So it just seems so obvious and so obvious.
So what's wrong?
I mean, is there any, you know, is there something in your proposals that people object to or
take umbrage with or say that's not going to work for some reason?
Is there something that you want to point out that people put forward that suggests this
just isn't going to work or it's a bad idea?
I don't think there's any like, I really think it's such a strong idea.
There's not really any like empirical or, you know, realistic argument against the positive
impacts.
It all comes down to politics.
And I have the hardest time in the world convincing people of the polling stuff.
People just don't believe it.
They think, you know, Donald Trump won the election and people, it's a time for reducing
immigration.
And the voters have spoken.
They don't want immigrants.
You know, people on the left believe this too.
And they're like, it's just not the time for this.
You know, this is you've got to be, we've got to do what the populists are kind of asking here.
And I try to tell these people like high-scale immigration is populist.
People want it.
They do.
I really think a lot of people have the wrong mental model of immigration opposition.
I think they think if people oppose immigrants, they are racist and xenophobic and therefore it's unconditional.

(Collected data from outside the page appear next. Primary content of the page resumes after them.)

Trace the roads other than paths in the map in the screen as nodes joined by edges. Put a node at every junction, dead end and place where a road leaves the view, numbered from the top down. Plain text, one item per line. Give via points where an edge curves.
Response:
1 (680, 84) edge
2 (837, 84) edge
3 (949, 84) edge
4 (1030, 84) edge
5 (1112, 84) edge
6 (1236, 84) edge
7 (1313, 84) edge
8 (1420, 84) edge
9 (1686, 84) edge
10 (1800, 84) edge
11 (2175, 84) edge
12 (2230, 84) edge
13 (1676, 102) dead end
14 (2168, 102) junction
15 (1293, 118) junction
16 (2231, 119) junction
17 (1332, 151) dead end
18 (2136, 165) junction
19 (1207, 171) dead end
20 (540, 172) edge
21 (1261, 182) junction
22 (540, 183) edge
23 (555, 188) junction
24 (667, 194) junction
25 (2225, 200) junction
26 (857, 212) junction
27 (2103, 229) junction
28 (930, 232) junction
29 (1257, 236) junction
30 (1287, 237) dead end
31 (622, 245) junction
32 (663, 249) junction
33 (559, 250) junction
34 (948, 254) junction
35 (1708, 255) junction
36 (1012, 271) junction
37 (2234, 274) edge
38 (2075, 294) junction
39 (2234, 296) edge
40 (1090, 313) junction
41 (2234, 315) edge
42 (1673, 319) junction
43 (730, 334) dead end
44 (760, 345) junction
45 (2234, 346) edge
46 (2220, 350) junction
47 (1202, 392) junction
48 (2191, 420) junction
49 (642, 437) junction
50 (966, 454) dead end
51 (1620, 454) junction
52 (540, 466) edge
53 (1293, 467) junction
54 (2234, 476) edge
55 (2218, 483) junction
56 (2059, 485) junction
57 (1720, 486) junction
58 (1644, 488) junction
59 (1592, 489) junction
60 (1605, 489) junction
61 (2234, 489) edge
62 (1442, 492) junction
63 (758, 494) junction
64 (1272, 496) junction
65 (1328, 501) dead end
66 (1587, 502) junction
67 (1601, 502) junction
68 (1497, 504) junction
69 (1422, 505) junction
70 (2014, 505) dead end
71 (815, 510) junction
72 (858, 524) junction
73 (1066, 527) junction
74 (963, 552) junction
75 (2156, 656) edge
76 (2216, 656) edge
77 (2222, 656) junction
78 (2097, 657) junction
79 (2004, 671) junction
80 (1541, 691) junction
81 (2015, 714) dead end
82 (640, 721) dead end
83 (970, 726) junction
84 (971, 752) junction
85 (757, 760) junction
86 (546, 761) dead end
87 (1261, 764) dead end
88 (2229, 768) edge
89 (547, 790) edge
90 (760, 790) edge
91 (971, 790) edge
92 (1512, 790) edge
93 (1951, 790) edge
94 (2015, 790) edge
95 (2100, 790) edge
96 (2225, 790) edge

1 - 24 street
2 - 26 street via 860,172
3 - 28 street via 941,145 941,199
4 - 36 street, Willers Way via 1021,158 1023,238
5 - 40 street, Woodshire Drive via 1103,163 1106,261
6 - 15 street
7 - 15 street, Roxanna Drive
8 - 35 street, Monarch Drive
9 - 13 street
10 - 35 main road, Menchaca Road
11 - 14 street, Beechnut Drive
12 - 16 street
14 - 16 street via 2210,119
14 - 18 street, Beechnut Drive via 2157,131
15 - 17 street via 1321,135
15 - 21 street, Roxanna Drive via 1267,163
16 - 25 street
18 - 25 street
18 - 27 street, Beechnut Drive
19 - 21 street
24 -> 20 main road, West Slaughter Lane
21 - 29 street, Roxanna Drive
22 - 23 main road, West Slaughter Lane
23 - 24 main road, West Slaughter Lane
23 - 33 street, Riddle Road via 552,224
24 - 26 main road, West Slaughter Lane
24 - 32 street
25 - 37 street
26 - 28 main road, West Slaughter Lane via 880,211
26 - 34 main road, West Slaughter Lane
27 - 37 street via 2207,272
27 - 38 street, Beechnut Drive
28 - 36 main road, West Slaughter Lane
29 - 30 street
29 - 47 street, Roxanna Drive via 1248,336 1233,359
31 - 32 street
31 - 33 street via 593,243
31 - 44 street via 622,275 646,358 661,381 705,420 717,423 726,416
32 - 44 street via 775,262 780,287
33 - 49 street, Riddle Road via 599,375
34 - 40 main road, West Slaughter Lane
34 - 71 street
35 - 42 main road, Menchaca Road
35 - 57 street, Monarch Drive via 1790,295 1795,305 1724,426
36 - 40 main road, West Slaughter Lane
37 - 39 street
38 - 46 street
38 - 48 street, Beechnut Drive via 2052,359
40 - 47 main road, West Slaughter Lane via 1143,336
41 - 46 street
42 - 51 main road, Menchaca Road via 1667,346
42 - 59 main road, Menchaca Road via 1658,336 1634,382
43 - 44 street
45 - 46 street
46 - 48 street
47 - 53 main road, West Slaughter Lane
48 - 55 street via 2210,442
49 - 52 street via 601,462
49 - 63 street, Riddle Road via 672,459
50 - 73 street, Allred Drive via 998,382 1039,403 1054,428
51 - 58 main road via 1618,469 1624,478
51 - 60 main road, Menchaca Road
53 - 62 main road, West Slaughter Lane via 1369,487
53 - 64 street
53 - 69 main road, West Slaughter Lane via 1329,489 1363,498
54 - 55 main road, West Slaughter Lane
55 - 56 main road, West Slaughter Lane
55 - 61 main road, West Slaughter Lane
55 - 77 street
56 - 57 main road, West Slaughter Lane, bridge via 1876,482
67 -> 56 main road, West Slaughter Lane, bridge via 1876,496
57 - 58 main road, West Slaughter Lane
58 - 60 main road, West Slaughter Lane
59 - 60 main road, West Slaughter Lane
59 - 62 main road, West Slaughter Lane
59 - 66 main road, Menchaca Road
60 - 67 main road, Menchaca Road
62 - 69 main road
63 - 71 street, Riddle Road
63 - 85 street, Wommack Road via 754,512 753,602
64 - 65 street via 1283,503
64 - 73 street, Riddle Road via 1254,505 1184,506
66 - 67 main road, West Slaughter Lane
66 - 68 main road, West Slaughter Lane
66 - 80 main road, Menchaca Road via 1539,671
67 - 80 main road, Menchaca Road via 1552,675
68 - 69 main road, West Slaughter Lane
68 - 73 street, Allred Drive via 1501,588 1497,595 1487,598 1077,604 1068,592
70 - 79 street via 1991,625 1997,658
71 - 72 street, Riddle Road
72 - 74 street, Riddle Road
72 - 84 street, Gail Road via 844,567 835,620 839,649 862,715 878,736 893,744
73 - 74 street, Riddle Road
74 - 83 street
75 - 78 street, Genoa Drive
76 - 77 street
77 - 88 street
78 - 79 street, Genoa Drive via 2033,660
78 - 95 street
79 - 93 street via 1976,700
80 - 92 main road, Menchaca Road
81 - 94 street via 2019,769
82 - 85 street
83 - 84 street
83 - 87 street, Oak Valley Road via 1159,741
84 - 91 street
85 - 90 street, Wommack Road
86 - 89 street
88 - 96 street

right they just oppose immigration that's what trump ran on opposing immigration it applies evenly
but people really even an older you know public science literature on this show that people
they don't oppose immigrants they sort of stereotype immigrants and then oppose them based on those
stereotypes so if you tell people there are two immigrants one from Mexico and one from Germany
and you sort of describe their economic characteristics and they're equal, people don't have a preference for one or the other generally.
They see them as being relatively equal, right?
And that's kind of where you'd expect, like, racist-based explanations to show up or xenophobic-based explanations to show up.
But then if you just say, well, would you prefer a German or a Mexican immigrant, then you see this difference.
And the difference emerges because of negative stereotypes about how these immigrants are different.
Right. And so it's not, it's not racism, right? But it's different. It's a different kind of opposition. And so when you tell people, we are going to have a policy here that's focused on high skilled people and it's only going to lend in high skilled people, even people who are otherwise negative about immigrants because they're stereotyping them, who otherwise are very concerned about the border or whatever, a lot of those people say, yeah, great, we want high skilled people. We want them of all strikes.
So I think it's it's people aren't getting into the heads of immigration opposition.
They're sort of like really crudely interpreting this populist movement incorrectly.
Well, it seems like ironically, the best person to push this policy forward would be President Trump, right?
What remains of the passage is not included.